EGG PROCESSING SAFETY, QUALITY AND SECURITY
Location: Egg Safety and Quality
Title: Growth and survival of antibiotic-resistant Salmonella Typhimurium DT104 in liquid egg products.
| Musgrove, Michael |
| Mcquestin, Olivia - UNIV OF TASMANIA, HOBART, |
| Tamplin, Mark - UNIV OF TASMANIA, HOBART |
| Kelley, Lynda |
Submitted to: Journal of Food Protection
Publication Type: Peer Reviewed Journal
Publication Acceptance Date: April 22, 2009
Publication Date: September 1, 2009
Citation: Musgrove, M.T., Mcquestin, O.J., Tamplin, M., Kelley, L.C. 2009. Growth and survival of antibiotic-resistant Salmonella Typhimurium DT104 in liquid egg products. Journal of Food Protection, 72:1992-1996.
Interpretive Summary: Liquid egg products are transported in tankers that hold more than 55,000 gallons of product. Any liquid product is a potential biosecurity risk. Eggs are very nutritious for humans and bacteria. It had been unknown if Salmonella Typhimurium DT104 (ST DT104), a particularly virulent strain that is resistant to therapeutic antimicrobials would be a serious threat if inoculated into the whole liquid egg, albumen, yolk with 10% sugar, or yolk with 10% salt. This information was gained by inoculating each product type with ST DT104 and incubating at temperatures from 4 to 42oC. Numbers of ST DT104 were greatly increased in whole egg and yolk with 10% sugar but tended to decline in albumen and yolk with 10% salt. These results indicate that this strain grows no more rapidly than other serotypes or S. Typhimurium strains. Large volumes would need to be added and the product would have to remain at elevated temperatures for a long time for the numbers to increase to a level that would make them a danger to a large number of people, particularly since these products are consumed after cooking. This research will be used to generate risk models used by policy makers to more accurately assess potential threats.

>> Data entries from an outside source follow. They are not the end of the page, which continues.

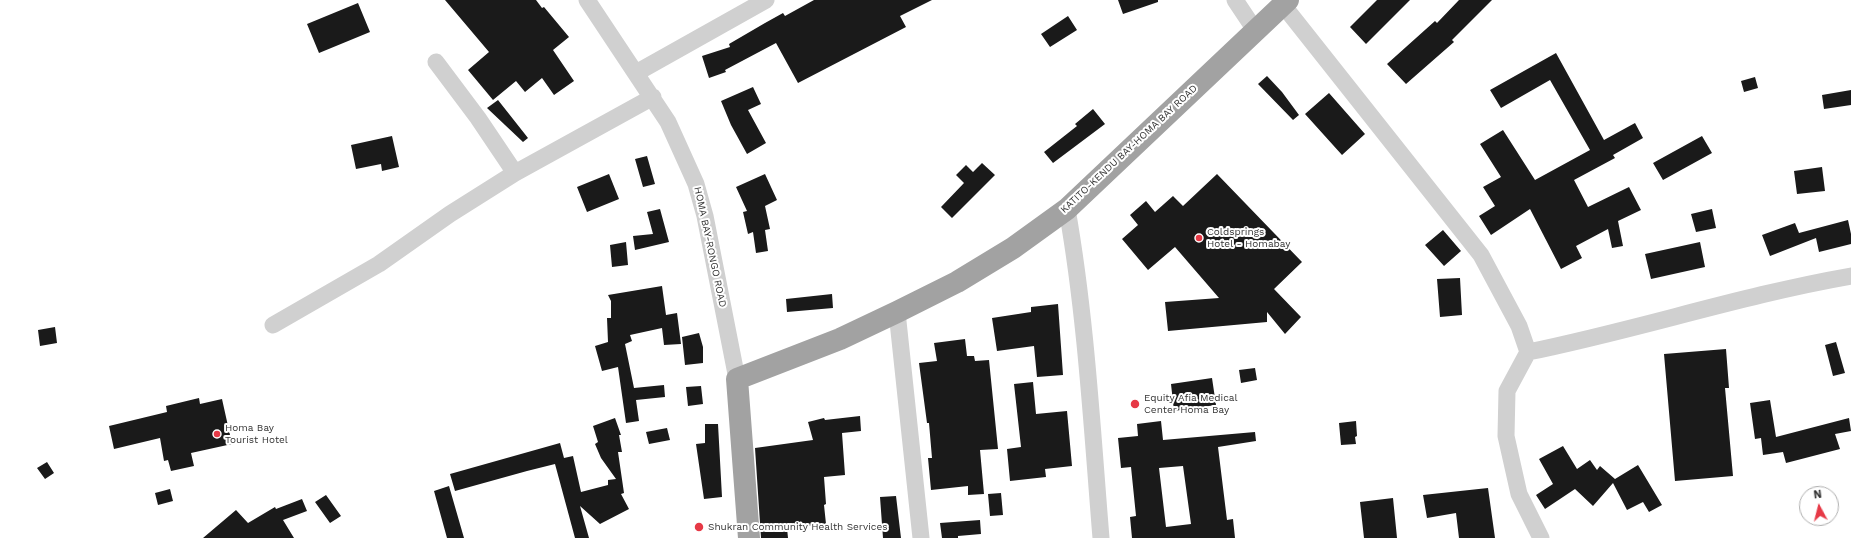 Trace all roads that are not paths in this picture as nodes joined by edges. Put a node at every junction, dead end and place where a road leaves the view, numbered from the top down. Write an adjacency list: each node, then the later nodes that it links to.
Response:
1 (587, 0): 7 (street, HOMA BAY-RONGO ROAD)
2 (766, 0): 7 (street)
3 (1235, 0): 5 (street)
4 (1286, 2): 5 (highway, KATITO-KENDU BAY-HOMA BAY ROAD); 14 (street)
5 (1255, 30): 10 (highway, KATITO-KENDU BAY-HOMA BAY ROAD)
6 (436, 62): 9 (street)
7 (636, 73): 8 (street, HOMA BAY-RONGO ROAD)
8 (654, 97): 9 (street); 15 (street, HOMA BAY-RONGO ROAD)
9 (515, 172): 13 (street)
10 (1066, 209): 12 (highway, KATITO-KENDU BAY-HOMA BAY ROAD); 18 (street)
11 (1851, 276): 14 (street)
12 (897, 312): 15 (highway, KATITO-KENDU BAY-HOMA BAY ROAD); 17 (street)
13 (272, 326)
14 (1528, 352): 19 (street)
15 (737, 379): 16 (highway)
16 (749, 538)
17 (921, 538)
18 (1101, 538)
19 (1541, 538) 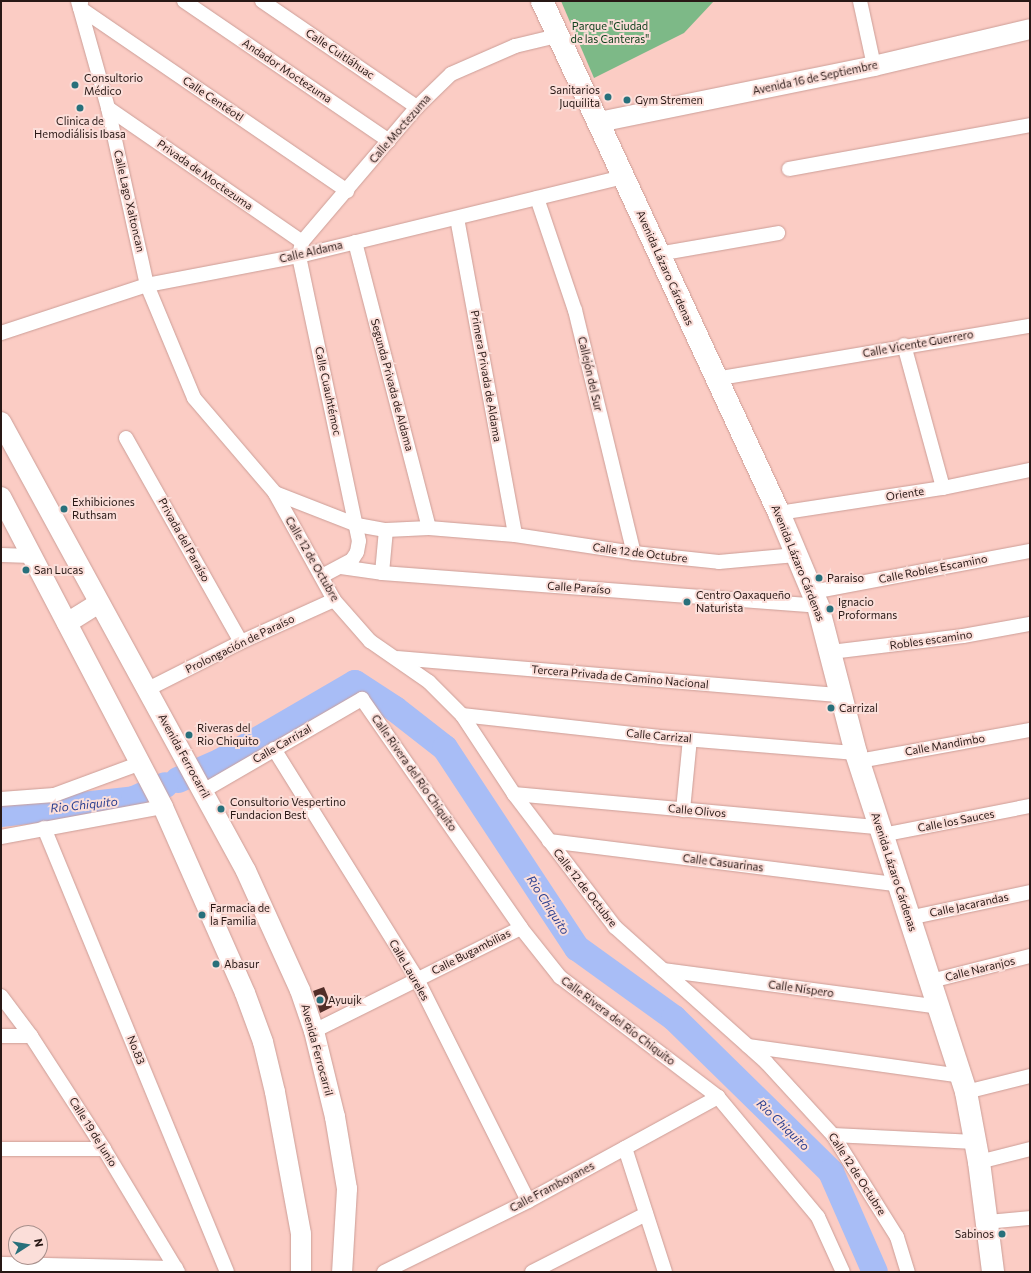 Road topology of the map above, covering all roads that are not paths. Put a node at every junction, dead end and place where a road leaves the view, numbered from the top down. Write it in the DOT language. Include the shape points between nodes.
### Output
graph roads {
  1 [pos="184,1"];
  2 [pos="262,1"];
  3 [pos="542,1"];
  4 [pos="860,1"];
  5 [pos="80,3"];
  6 [pos="1030,29"];
  7 [pos="557,36"];
  8 [pos="874,66"];
  9 [pos="417,107"];
  10 [pos="108,108"];
  11 [pos="599,122"];
  12 [pos="1030,125"];
  13 [pos="390,141"];
  14 [pos="789,169"];
  15 [pos="623,177"];
  16 [pos="347,191"];
  17 [pos="536,198"];
  18 [pos="457,218"];
  19 [pos="778,233"];
  20 [pos="355,242"];
  21 [pos="301,249"];
  22 [pos="658,254"];
  23 [pos="147,285"];
  24 [pos="1030,326"];
  25 [pos="1,333"];
  26 [pos="904,346"];
  27 [pos="715,379"];
  28 [pos="1,422"];
  29 [pos="126,438"];
  30 [pos="1030,470"];
  31 [pos="943,488"];
  32 [pos="275,493"];
  33 [pos="1,497"];
  34 [pos="779,513"];
  35 [pos="357,526"];
  36 [pos="429,528"];
  37 [pos="386,530"];
  38 [pos="515,535"];
  39 [pos="1030,551"];
  40 [pos="634,553"];
  41 [pos="1,555"];
  42 [pos="796,555"];
  43 [pos="31,556"];
  44 [pos="341,567"];
  45 [pos="382,573"];
  46 [pos="322,576"];
  47 [pos="815,599"];
  48 [pos="334,600"];
  49 [pos="99,603"];
  50 [pos="67,623"];
  51 [pos="1030,624"];
  52 [pos="241,642"];
  53 [pos="831,652"];
  54 [pos="397,658"];
  55 [pos="146,690"];
  56 [pos="842,695"];
  57 [pos="362,699"];
  58 [pos="462,715"];
  59 [pos="1030,730"];
  60 [pos="690,739"];
  61 [pos="274,748"];
  62 [pos="858,757"];
  63 [pos="143,768"];
  64 [pos="200,787"];
  65 [pos="514,794"];
  66 [pos="1,799"];
  67 [pos="160,803"];
  68 [pos="1030,806"];
  69 [pos="683,810"];
  70 [pos="44,828"];
  71 [pos="880,831"];
  72 [pos="1,837"];
  73 [pos="549,842"];
  74 [pos="896,884"];
  75 [pos="1030,892"];
  76 [pos="909,918"];
  77 [pos="521,928"];
  78 [pos="1030,956"];
  79 [pos="663,970"];
  80 [pos="417,980"];
  81 [pos="931,981"];
  82 [pos="1,996"];
  83 [pos="939,1007"];
  84 [pos="314,1031"];
  85 [pos="1,1036"];
  86 [pos="31,1036"];
  87 [pos="748,1046"];
  88 [pos="1030,1076"];
  89 [pos="963,1084"];
  90 [pos="718,1097"];
  91 [pos="833,1135"];
  92 [pos="1,1148"];
  93 [pos="625,1148"];
  94 [pos="104,1149"];
  95 [pos="1030,1149"];
  96 [pos="977,1152"];
  97 [pos="528,1201"];
  98 [pos="646,1214"];
  99 [pos="1030,1218"];
  100 [pos="988,1222"];
  101 [pos="1,1264"];
  102 [pos="177,1270"];
  103 [pos="227,1272"];
  104 [pos="301,1272"];
  105 [pos="342,1272"];
  106 [pos="384,1272"];
  107 [pos="532,1272"];
  108 [pos="665,1272"];
  109 [pos="843,1272"];
  110 [pos="908,1272"];
  111 [pos="993,1272"];
  1 -- 13 [label="street, Andador Moctezuma"];
  2 -- 9 [label="street, Calle Cuitláhuac"];
  3 -- 7 [label="main road, Avenida Lázaro Cárdenas"];
  4 -- 8 [label="street"];
  5 -- 10 [label="street, Calle Lago Xaltoncan"];
  5 -- 16 [label="street, Calle Centéotl"];
  6 -- 8 [label="main road, Avenida 16 de Septiembre"];
  7 -- 9 [label="street, Calle Moctezuma" via="515,46 476,61 451,74"];
  7 -- 11 [label="main road, Avenida Lázaro Cárdenas"];
  8 -- 11 [label="main road, Avenida 16 de Septiembre"];
  9 -- 13 [label="street, Calle Moctezuma"];
  10 -- 21 [label="street, Privada de Moctezuma"];
  10 -- 23 [label="street, Calle Lago Xaltoncan"];
  11 -- 15 [label="main road, Avenida Lázaro Cárdenas"];
  12 -- 14 [label="street"];
  13 -- 16 [label="street, Calle Moctezuma"];
  15 -- 17 [label="street, Calle Aldama"];
  15 -- 22 [label="main road, Avenida Lázaro Cárdenas"];
  16 -- 21 [label="street, Calle Moctezuma"];
  17 -- 18 [label="street, Calle Aldama"];
  17 -- 40 [label="street, Callejón del Sur" via="575,310"];
  18 -- 20 [label="street, Calle Aldama"];
  18 -- 38 [label="street, Primera Privada de Aldama"];
  19 -- 22 [label="street"];
  20 -- 21 [label="street, Calle Aldama"];
  20 -- 36 [label="street, Segunda Privada de Aldama"];
  21 -- 23 [label="street, Calle Aldama"];
  21 -- 35 [label="street, Calle Cuauhtémoc"];
  22 -- 27 [label="main road, Avenida Lázaro Cárdenas"];
  23 -- 25 [label="street, Calle Aldama"];
  23 -- 32 [label="street, Calle 12 de Octubre" via="194,398"];
  24 -- 26 [label="street, Calle Vicente Guerrero"];
  26 -- 27 [label="street, Calle Vicente Guerrero" via="807,365"];
  26 -- 31 [label="street"];
  27 -- 34 [label="main road, Avenida Lázaro Cárdenas"];
  28 -- 49 [label="main road, Avenida Ferrocarril"];
  29 -- 52 [label="street, Privada del Paraíso"];
  30 -- 31 [label="street, Oriente"];
  31 -- 34 [label="street, Oriente"];
  32 -- 35 [label="street, Calle 12 de Octubre"];
  32 -- 46 [label="street, Calle 12 de Octubre"];
  33 -- 43 [label="main road"];
  34 -- 42 [label="main road, Avenida Lázaro Cárdenas"];
  35 -- 37 [label="street, Calle 12 de Octubre"];
  35 -- 44 [label="street, Calle Cuauhtémoc" via="357,552 352,560"];
  36 -- 37 [label="street, Calle 12 de Octubre"];
  36 -- 38 [label="street, Calle 12 de Octubre"];
  37 -- 45 [label="street"];
  38 -- 40 [label="street, Calle 12 de Octubre"];
  39 -- 47 [label="street, Calle Robles Escamino"];
  40 -- 42 [label="street, Calle 12 de Octubre" via="719,562"];
  41 -- 43 [label="street"];
  42 -- 47 [label="main road, Avenida Lázaro Cárdenas"];
  43 -- 50 [label="main road"];
  44 -- 45 [label="street, Calle Paraíso"];
  44 -- 46 [label="street, Calle Cuauhtémoc"];
  45 -- 47 [label="street, Calle Paraíso"];
  46 -- 48 [label="street, Calle 12 de Octubre"];
  47 -- 53 [label="main road, Avenida Lázaro Cárdenas"];
  48 -- 52 [label="street, Prolongación de Paraíso"];
  48 -- 54 [label="street, Calle 12 de Octubre" via="370,641"];
  49 -- 50 [label="main road"];
  49 -- 55 [label="main road, Avenida Ferrocarril"];
  50 -- 63 [label="main road"];
  51 -- 53 [label="street, Robles escamino" via="963,636"];
  52 -- 55 [label="street, Prolongación de Paraíso"];
  53 -- 56 [label="main road, Avenida Lázaro Cárdenas"];
  54 -- 56 [label="street, Tercera Privada de Camino Nacional"];
  54 -- 58 [label="street, Calle 12 de Octubre" via="429,682"];
  55 -- 64 [label="main road, Avenida Ferrocarril"];
  56 -- 62 [label="main road, Avenida Lázaro Cárdenas"];
  57 -- 61 [label="street, Calle Carrizal"];
  57 -- 77 [label="street, Calle Rivera del Río Chiquito"];
  58 -- 60 [label="street, Calle Carrizal"];
  58 -- 65 [label="street, Calle 12 de Octubre"];
  59 -- 62 [label="street, Calle Mandimbo"];
  60 -- 62 [label="street, Calle Carrizal"];
  60 -- 69 [label="street"];
  61 -- 64 [label="street, Calle Carrizal"];
  61 -- 80 [label="street, Calle Laureles"];
  62 -- 71 [label="main road, Avenida Lázaro Cárdenas"];
  63 -- 66 [label="street" via="54,795"];
  63 -- 67 [label="main road"];
  64 -- 84 [label="main road, Avenida Ferrocarril" via="246,871 300,990"];
  65 -- 69 [label="street, Calle Olivos"];
  65 -- 73 [label="street, Calle 12 de Octubre"];
  67 -- 70 [label="street"];
  67 -- 104 [label="main road" via="245,993 263,1042 275,1092 301,1234"];
  68 -- 71 [label="street, Calle los Sauces"];
  69 -- 71 [label="street, Calle Olivos"];
  70 -- 72 [label="street"];
  70 -- 103 [label="street, No.83"];
  71 -- 74 [label="main road, Avenida Lázaro Cárdenas"];
  73 -- 74 [label="street, Calle Casuarinas"];
  73 -- 79 [label="street, Calle 12 de Octubre" via="615,927"];
  74 -- 76 [label="main road, Avenida Lázaro Cárdenas"];
  75 -- 76 [label="street, Calle Jacarandas"];
  76 -- 81 [label="main road, Avenida Lázaro Cárdenas"];
  77 -- 80 [label="street, Calle Bugambilias"];
  77 -- 90 [label="street, Calle Rivera del Río Chiquito" via="560,977"];
  78 -- 81 [label="street, Calle Naranjos"];
  79 -- 83 [label="street, Calle Níspero"];
  79 -- 87 [label="street, Calle 12 de Octubre"];
  80 -- 84 [label="street, Calle Bugambilias"];
  80 -- 97 [label="street, Calle Laureles"];
  81 -- 83 [label="main road, Avenida Lázaro Cárdenas"];
  82 -- 86 [label="street, Calle 19 de Junio"];
  83 -- 89 [label="main road, Avenida Lázaro Cárdenas"];
  84 -- 105 [label="main road, Avenida Ferrocarril" via="335,1117 347,1188"];
  85 -- 86 [label="street"];
  86 -- 94 [label="street, Calle 19 de Junio"];
  87 -- 89 [label="street"];
  87 -- 91 [label="street, Calle 12 de Octubre"];
  88 -- 89 [label="street"];
  89 -- 96 [label="main road, Avenida Lázaro Cárdenas"];
  90 -- 93 [label="street, Calle Framboyanes"];
  90 -- 109 [label="street, Calle Rivera del Río Chiquito" via="818,1217"];
  91 -- 96 [label="street"];
  91 -- 110 [label="street, Calle 12 de Octubre" via="897,1238"];
  92 -- 94 [label="street"];
  93 -- 97 [label="street, Calle Framboyanes"];
  93 -- 98 [label="street"];
  94 -- 102 [label="street, Calle 19 de Junio"];
  95 -- 96 [label="street"];
  96 -- 100 [label="main road, Avenida Lázaro Cárdenas"];
  97 -- 106 [label="street, Calle Framboyanes"];
  98 -- 107 [label="street"];
  98 -- 108 [label="street"];
  99 -- 100 [label="street"];
  100 -- 111 [label="main road, Avenida Lázaro Cárdenas"];
  101 -- 102 [label="street"];
}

Since September 11, 2001, quality and food safety are no longer the only concerns of consumers, industry, regulatory agencies, or other government officials. The US Department of Agriculture’s Food Safety Inspection Service is working with the Department of Homeland Security’s National Biodefense Analysis and Countermeasures Center (NBACC) and the interagency Technical Support Working Group (TSWG) on several studies pertaining to the use of certain threat agents in food. One of the foods considered to be at potential risk to sabotage was liquid eggs. Because of their versatility, low price, and many functional properties, there are many types of products being marketed. Four of the most common are whole egg, albumen, 10% sugared yolk and 10% salted yolk. While all of the serotypes of Salmonella enterica may cause illness, multidrug-resistant Salmonella Typhimurium DT104 has been shown to be both widespread and can cause severe illness that is difficult to treat. Studies were conducted to determine growth patterns of Salmonella Typhimurium DT104 in four commercial liquid egg products held at 4, 10, 20, 30, 37, and 42oC for 0 to 384 h. All experiments were performed in duplicate and repeated twice. Standard methods were used to estimate cellular numbers and log10 CFU/g egg product was plotted against time. The cellular density of S. Typhimurium DT104 increased to 8-9 log10 CFU/g in whole egg and 10% sugared yolk, increased by 1 log10 CFU/g in liquid albumen but decreased by 99.9% in 10% salted yolk. Data will be archived in the ComBase database to further assist policy makers in determining how best to respond to potential dangers. However, based on data generated in this study, it seems unlikely that Salmonella Typhimurium DT104 would constitute a food threat agent in liquid egg. Other egg-borne pathogens that produce heat stable toxins should be evaluated in these and other egg products.